Sustainability of Ripping Improvement
Sustainability of decompaction created by ripping is usually addressed by application of amendments such as gypsum and compost and incorporating them into the ripped profile. Sustainability of ripping can also be promoted by adopting subsequent good soil structure. These practices stabilize and protect the beneficial soil aggregates created by ripping against the tendency of wetting and drying and vineyard traffic to recompact the soil over time. Consequently, the sustainability of the physical improvements to soil properties created by ripping can really only be measured as a function of time which we could not do here.
However, soil moisture at the time of ripping can have an effect on sustainability. Dry soil behaves as a brittle solid and fractures explosively to produce large hard clods and fine powder. If soils are ripped when dry, much of the soil will fracture into fine aggregates (<1 mm, <0.04 inch) that will rapidly coalesce (weld together) when wetted, reducing the sustainability of the ripping. Soils ripped too wet will not fracture optimally either since they are plastic enough to tend to flow past the ripping tool and may compact in the process.

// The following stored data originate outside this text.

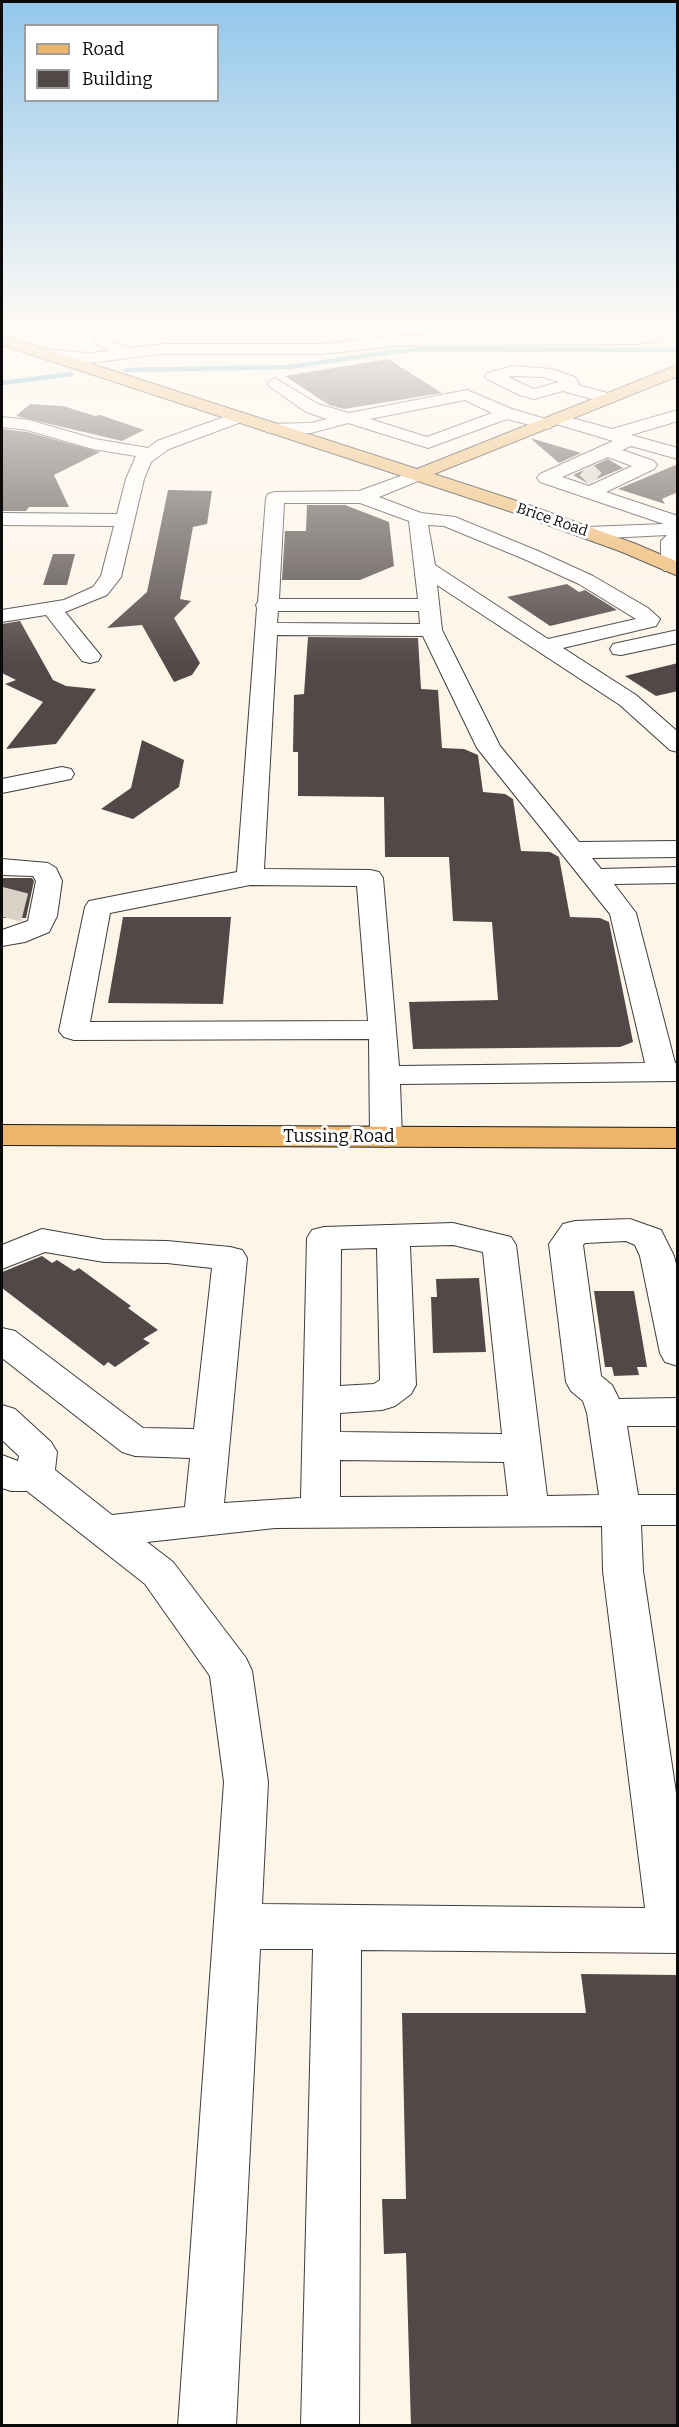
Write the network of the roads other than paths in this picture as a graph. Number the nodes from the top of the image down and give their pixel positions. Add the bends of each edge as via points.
1 (74, 438) edge
2 (179, 438) edge
3 (305, 438) edge
4 (325, 438) edge
5 (409, 438) edge
6 (440, 438) edge
7 (510, 438) edge
8 (572, 438) edge
9 (642, 438) edge
10 (326, 445) junction
11 (678, 445) edge
12 (149, 453) junction
13 (678, 454) edge
14 (604, 463) junction
15 (417, 475) junction
16 (362, 497) junction
17 (678, 505) edge
18 (656, 515) junction
19 (418, 518) junction
20 (2, 519) edge
21 (125, 520) junction
22 (678, 522) edge
23 (678, 527) edge
24 (588, 533) junction
25 (678, 535) edge
26 (674, 569) edge
27 (348, 585) dead end
28 (428, 597) junction
29 (273, 601) junction
30 (52, 609) junction
31 (2, 616) edge
32 (678, 636) edge
33 (544, 645) junction
34 (678, 652) edge
35 (90, 656) dead end
36 (577, 667) junction
37 (678, 710) edge
38 (647, 717) junction
39 (676, 743) edge
40 (62, 774) dead end
41 (2, 786) edge
42 (678, 849) edge
43 (572, 850) junction
44 (13, 871) edge
45 (678, 875) edge
46 (250, 877) junction
47 (594, 878) junction
48 (3, 931) edge
49 (382, 1030) junction
50 (670, 1072) edge
51 (384, 1075) junction
52 (2, 1135) edge
53 (386, 1137) junction
54 (678, 1137) edge
55 (393, 1236) junction
56 (667, 1256) edge
57 (2, 1258) edge
58 (2, 1340) edge
59 (678, 1353) edge
60 (322, 1400) junction
61 (678, 1412) edge
62 (606, 1413) junction
63 (2, 1419) edge
64 (211, 1444) junction
65 (321, 1446) junction
66 (522, 1448) junction
67 (23, 1483) edge
68 (678, 1510) edge
69 (529, 1511) junction
70 (621, 1511) junction
71 (320, 1513) junction
72 (203, 1520) junction
73 (104, 1531) junction
74 (237, 1926) junction
75 (337, 1928) junction
76 (675, 1931) edge
77 (207, 2426) edge
78 (330, 2426) edge

1 - 12 street
2 - 12 street
3 - 10 main road, Brice Road
4 - 10 street
5 - 6 street via 428,443
7 - 15 main road
8 - 14 street
9 - 14 street
10 - 15 main road, Brice Road
11 - 14 street
12 - 21 street via 135,479
13 - 14 street
14 - 18 street
15 - 16 street
15 - 24 main road, Brice Road
16 - 19 street
16 - 29 street via 275,498
17 - 18 street
18 - 22 street
19 - 28 street
19 - 33 street via 448,521 541,559 586,580 649,619
20 - 21 street
21 - 30 street via 107,584 82,601
23 - 24 street
24 - 26 main road, Brice Road
25 - 26 street via 672,541
27 - 28 street
28 - 29 street
28 - 33 street
28 - 43 street via 489,748
29 - 46 street
30 - 31 street
30 - 35 street
32 - 36 street
33 - 36 street
34 - 36 street
36 - 38 street
37 - 38 street
38 - 39 street
40 - 41 street
42 - 43 street
43 - 47 street
44 - 48 street via 39,869 47,874 44,916 39,926 28,932
45 - 47 street
46 - 49 street via 370,878
46 - 49 street via 98,907 74,1031
47 - 50 street via 623,913
49 - 51 street
50 - 51 street
51 - 53 street
52 - 53 main road, Tussing Road
53 - 54 main road, Tussing Road
55 - 60 street via 398,1385 382,1397
55 - 60 street via 324,1238
55 - 66 street via 453,1234 499,1245
56 - 59 street
56 - 62 street via 649,1238 630,1230 575,1232 566,1244 584,1382 599,1394
57 - 64 street via 42,1240 104,1251 230,1258
58 - 64 street via 135,1442
60 - 65 street
61 - 62 street
62 - 70 street
63 - 67 street via 38,1452
64 - 72 street
65 - 66 street
65 - 71 street
66 - 69 street
67 - 73 street
68 - 70 street
69 - 70 street
69 - 71 street
70 - 76 street via 623,1570
71 - 72 street
72 - 73 street
73 - 74 street via 159,1574 231,1671 246,1782
74 - 75 street
74 - 77 street
75 - 76 street
75 - 78 street

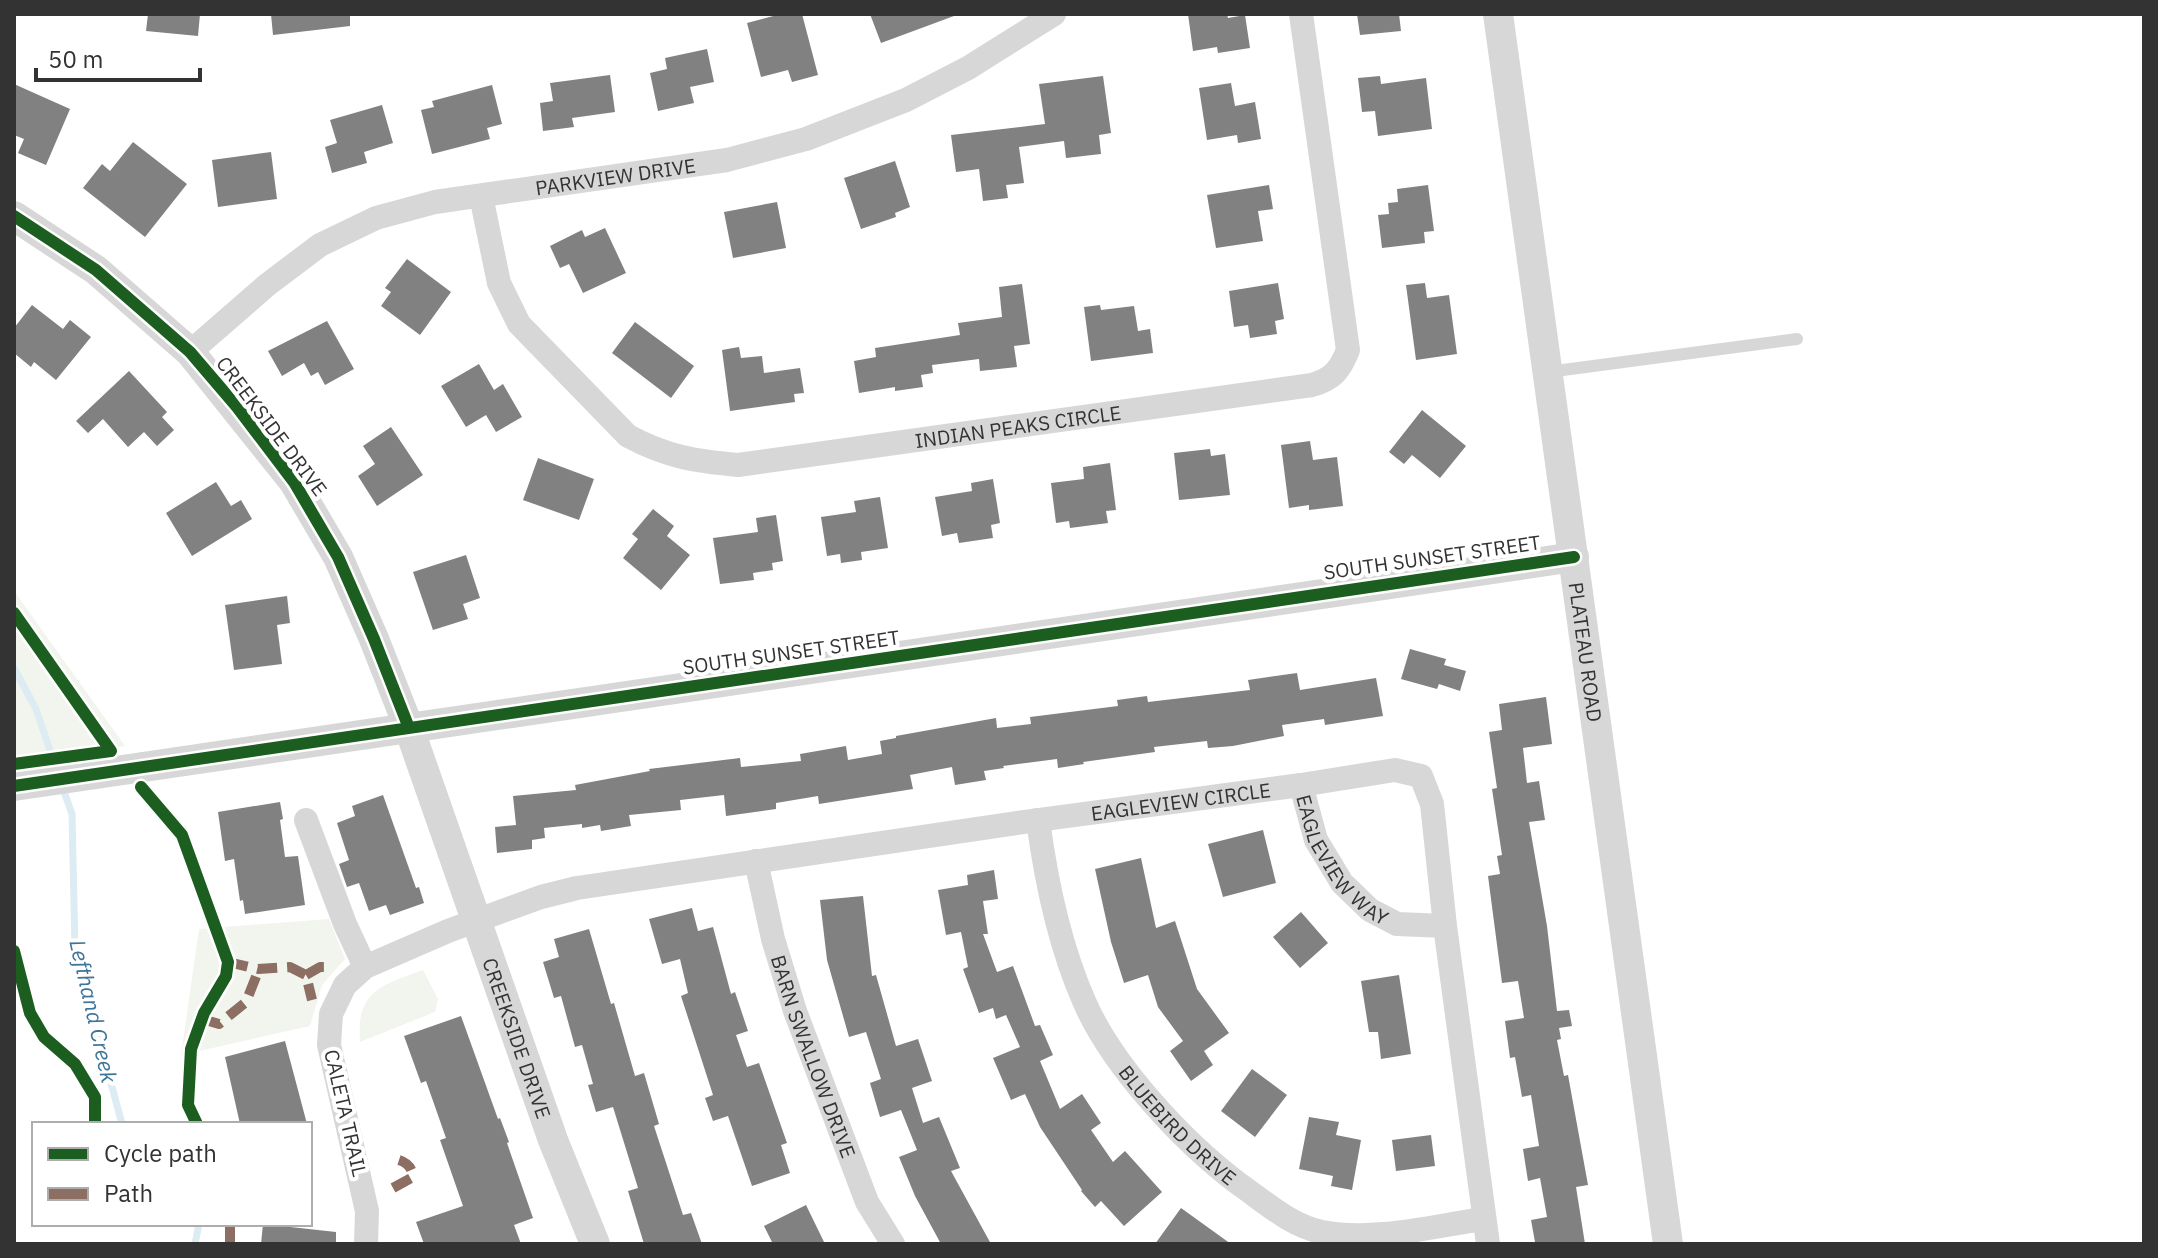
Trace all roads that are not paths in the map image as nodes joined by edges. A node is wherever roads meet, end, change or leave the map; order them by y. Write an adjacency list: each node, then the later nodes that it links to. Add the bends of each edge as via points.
1 (1054, 14): 4 (street, PARKVIEW DRIVE, via 906,100 806,139 727,160)
2 (1301, 14): 4 (street, INDIAN PEAKS CIRCLE, via 1348,350 1341,368 1312,385 738,465 687,460 628,436 519,324 499,283)
3 (1498, 14): 8 (street, PLATEAU ROAD)
4 (481, 196): 7 (street, PARKVIEW DRIVE, via 376,218 320,245)
5 (14, 216): 7 (street, CREEKSIDE DRIVE, via 96,270)
6 (1797, 339): 8 (lane)
7 (190, 352): 10 (street, CREEKSIDE DRIVE, via 294,482 338,557)
8 (1548, 372): 9 (street, PLATEAU ROAD)
9 (1574, 557): 10 (street, SOUTH SUNSET STREET); 24 (street, PLATEAU ROAD)
10 (409, 728): 12 (street, SOUTH SUNSET STREET); 16 (street, CREEKSIDE DRIVE)
11 (1301, 785): 14 (street, EAGLEVIEW CIRCLE); 17 (street, EAGLEVIEW WAY, via 1316,840 1342,883 1370,910 1397,924); 17 (street, EAGLEVIEW CIRCLE, via 1395,770 1421,776 1432,804)
12 (19, 786)
13 (306, 820): 18 (street)
14 (1038, 820): 15 (street, EAGLEVIEW CIRCLE); 19 (street, BLUEBIRD DRIVE, via 1059,932 1084,1002 1112,1052 1161,1112 1222,1171 1285,1218 1319,1231 1358,1236)
15 (756, 861): 16 (street, EAGLEVIEW CIRCLE, via 577,888); 22 (street, BARN SWALLOW DRIVE, via 795,1011 867,1202)
16 (474, 920): 18 (street, CALETA TRAIL); 21 (street, CREEKSIDE DRIVE)
17 (1445, 926): 19 (street, EAGLEVIEW CIRCLE)
18 (365, 967): 20 (street, CALETA TRAIL, via 345,985 331,1014 329,1045 367,1211)
19 (1484, 1219): 23 (street, EAGLEVIEW CIRCLE)
20 (366, 1244)
21 (595, 1244)
22 (893, 1244)
23 (1488, 1244)
24 (1668, 1244)

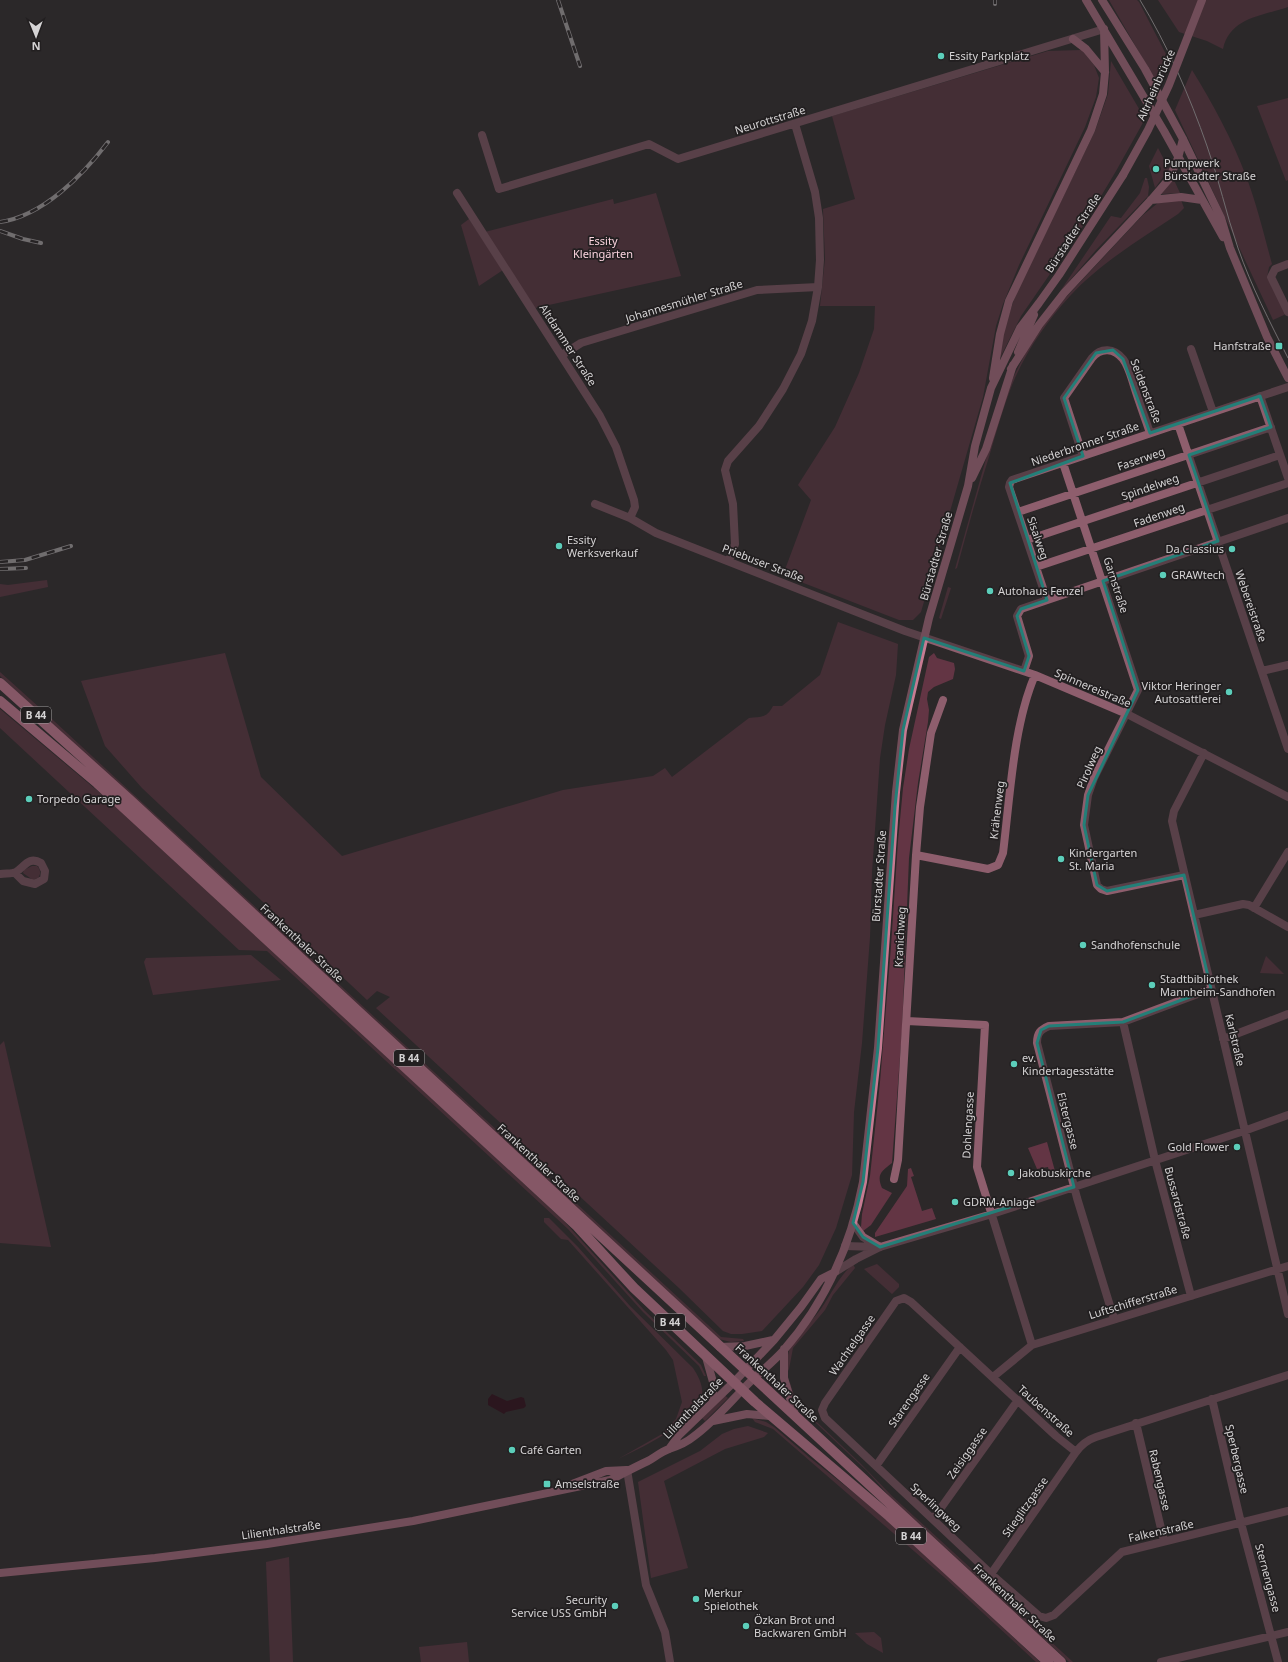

Ripping at the correct subsoil moisture content is critical for effective decompation of all soils with significant clay content (sandy clay loams through to clays). The optimum water content is called the (Lower) Plastic Limit. It is the water content at which the soil mechanical behavior changes from brittle to plastic. At this water content the soil will fracture correctly to yield moderate (5 to 25mm diameter) fragments necessary for optimum root penetration. The texture of soil affects the Plastic Limit water content. Sandy soils have quite low Plastic Limit water contents, generally around 10% or less and loamy soils 10 to 20% volumetric water content.
Other factors which have a bearing on sustainability are the weight of machinery used for ripping and the number of passes necessary o create acceptable conditions. Generally heavier machinery damages soil structure more than lighter machinery, creating more dust and powder. The more passes needed to complete the work, the greater the structural damage and the greater the chance of creating dust and powder.